■ **WHAT TO WORK ON**
Please copy out every line in the records below that includes the word "dead".

■ **RECORD EXCERPTS**
──────────────────────────────
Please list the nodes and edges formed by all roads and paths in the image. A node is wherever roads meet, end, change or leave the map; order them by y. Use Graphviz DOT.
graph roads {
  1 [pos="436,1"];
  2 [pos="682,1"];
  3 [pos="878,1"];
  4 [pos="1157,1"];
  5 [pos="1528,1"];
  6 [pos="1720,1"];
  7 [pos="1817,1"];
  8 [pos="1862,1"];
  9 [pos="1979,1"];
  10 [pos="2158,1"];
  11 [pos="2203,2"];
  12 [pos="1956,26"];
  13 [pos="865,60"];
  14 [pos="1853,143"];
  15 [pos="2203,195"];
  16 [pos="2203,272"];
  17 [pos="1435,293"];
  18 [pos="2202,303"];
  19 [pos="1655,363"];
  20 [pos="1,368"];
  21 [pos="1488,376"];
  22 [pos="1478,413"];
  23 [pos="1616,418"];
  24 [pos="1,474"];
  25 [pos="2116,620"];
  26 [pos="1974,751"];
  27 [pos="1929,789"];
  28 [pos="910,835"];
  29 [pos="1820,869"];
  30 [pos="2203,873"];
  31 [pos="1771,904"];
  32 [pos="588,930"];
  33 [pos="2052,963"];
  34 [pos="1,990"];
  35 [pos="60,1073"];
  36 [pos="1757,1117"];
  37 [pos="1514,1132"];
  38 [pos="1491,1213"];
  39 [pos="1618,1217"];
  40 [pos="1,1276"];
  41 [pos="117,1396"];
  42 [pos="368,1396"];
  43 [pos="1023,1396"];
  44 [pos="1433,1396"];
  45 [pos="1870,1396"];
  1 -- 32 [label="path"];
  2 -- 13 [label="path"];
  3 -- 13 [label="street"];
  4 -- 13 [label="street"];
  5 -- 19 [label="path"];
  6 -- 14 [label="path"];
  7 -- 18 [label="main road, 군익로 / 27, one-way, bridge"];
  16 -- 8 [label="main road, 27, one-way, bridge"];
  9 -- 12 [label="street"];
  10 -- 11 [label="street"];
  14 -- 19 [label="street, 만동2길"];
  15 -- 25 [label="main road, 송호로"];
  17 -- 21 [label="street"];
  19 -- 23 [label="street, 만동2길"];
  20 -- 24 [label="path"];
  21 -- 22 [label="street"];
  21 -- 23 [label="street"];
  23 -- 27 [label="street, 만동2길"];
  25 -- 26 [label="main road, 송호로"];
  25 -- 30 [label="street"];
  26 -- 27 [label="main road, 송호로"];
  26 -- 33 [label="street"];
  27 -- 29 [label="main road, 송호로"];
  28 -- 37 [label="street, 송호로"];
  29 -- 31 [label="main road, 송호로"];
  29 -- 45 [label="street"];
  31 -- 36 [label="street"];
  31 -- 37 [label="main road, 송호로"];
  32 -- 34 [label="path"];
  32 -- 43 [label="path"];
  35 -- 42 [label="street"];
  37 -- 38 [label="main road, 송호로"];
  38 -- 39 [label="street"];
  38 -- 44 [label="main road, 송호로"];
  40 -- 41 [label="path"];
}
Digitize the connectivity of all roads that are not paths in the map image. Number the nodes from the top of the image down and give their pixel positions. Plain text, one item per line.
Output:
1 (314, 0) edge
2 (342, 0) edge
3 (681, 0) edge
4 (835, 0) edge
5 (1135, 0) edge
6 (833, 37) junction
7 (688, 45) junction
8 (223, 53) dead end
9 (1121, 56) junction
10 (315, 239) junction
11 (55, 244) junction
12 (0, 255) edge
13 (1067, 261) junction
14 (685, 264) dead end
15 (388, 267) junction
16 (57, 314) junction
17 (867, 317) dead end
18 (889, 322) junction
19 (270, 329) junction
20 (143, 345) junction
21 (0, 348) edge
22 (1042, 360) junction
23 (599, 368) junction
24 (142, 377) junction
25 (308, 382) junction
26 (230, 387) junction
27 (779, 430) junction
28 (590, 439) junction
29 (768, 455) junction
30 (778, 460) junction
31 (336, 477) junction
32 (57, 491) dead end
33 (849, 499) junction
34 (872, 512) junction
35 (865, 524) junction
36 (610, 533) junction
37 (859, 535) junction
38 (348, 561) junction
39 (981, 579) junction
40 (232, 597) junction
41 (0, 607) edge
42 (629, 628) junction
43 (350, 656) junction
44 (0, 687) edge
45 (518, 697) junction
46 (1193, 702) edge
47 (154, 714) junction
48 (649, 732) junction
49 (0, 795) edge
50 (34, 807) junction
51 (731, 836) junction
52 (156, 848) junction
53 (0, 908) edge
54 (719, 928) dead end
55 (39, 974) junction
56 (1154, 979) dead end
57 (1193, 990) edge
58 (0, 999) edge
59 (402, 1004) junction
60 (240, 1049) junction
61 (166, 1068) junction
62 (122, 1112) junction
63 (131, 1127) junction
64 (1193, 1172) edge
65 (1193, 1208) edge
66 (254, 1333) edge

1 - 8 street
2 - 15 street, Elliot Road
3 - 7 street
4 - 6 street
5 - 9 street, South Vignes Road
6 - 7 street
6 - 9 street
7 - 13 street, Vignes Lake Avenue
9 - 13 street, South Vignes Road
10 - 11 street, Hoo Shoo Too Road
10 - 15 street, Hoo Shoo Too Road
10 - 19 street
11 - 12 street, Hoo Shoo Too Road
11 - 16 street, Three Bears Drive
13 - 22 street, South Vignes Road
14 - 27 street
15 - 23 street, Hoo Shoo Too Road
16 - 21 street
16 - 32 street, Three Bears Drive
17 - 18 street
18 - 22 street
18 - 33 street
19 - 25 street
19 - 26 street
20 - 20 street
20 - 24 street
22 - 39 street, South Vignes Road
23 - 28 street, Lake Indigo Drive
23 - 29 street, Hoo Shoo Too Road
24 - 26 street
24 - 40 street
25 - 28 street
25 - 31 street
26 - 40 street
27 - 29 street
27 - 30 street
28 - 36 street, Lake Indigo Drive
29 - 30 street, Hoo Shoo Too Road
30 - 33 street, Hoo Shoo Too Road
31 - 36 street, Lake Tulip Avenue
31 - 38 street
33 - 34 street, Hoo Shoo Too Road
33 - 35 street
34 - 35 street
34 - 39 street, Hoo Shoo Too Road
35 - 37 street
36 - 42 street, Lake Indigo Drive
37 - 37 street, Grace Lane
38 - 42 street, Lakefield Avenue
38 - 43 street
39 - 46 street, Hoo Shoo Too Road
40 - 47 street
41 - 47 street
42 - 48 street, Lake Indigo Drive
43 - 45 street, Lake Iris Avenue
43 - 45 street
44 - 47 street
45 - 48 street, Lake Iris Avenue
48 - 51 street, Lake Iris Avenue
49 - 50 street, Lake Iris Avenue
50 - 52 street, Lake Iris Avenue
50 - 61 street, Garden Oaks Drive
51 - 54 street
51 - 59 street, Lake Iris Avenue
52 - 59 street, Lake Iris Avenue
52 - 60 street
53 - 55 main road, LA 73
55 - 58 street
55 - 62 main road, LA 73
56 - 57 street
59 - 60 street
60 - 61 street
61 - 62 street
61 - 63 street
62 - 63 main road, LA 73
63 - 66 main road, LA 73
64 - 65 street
──────────────────────────────
■ **SOLVED EXERCISE**
8 (223, 53) dead end
14 (685, 264) dead end
17 (867, 317) dead end
32 (57, 491) dead end
54 (719, 928) dead end
56 (1154, 979) dead end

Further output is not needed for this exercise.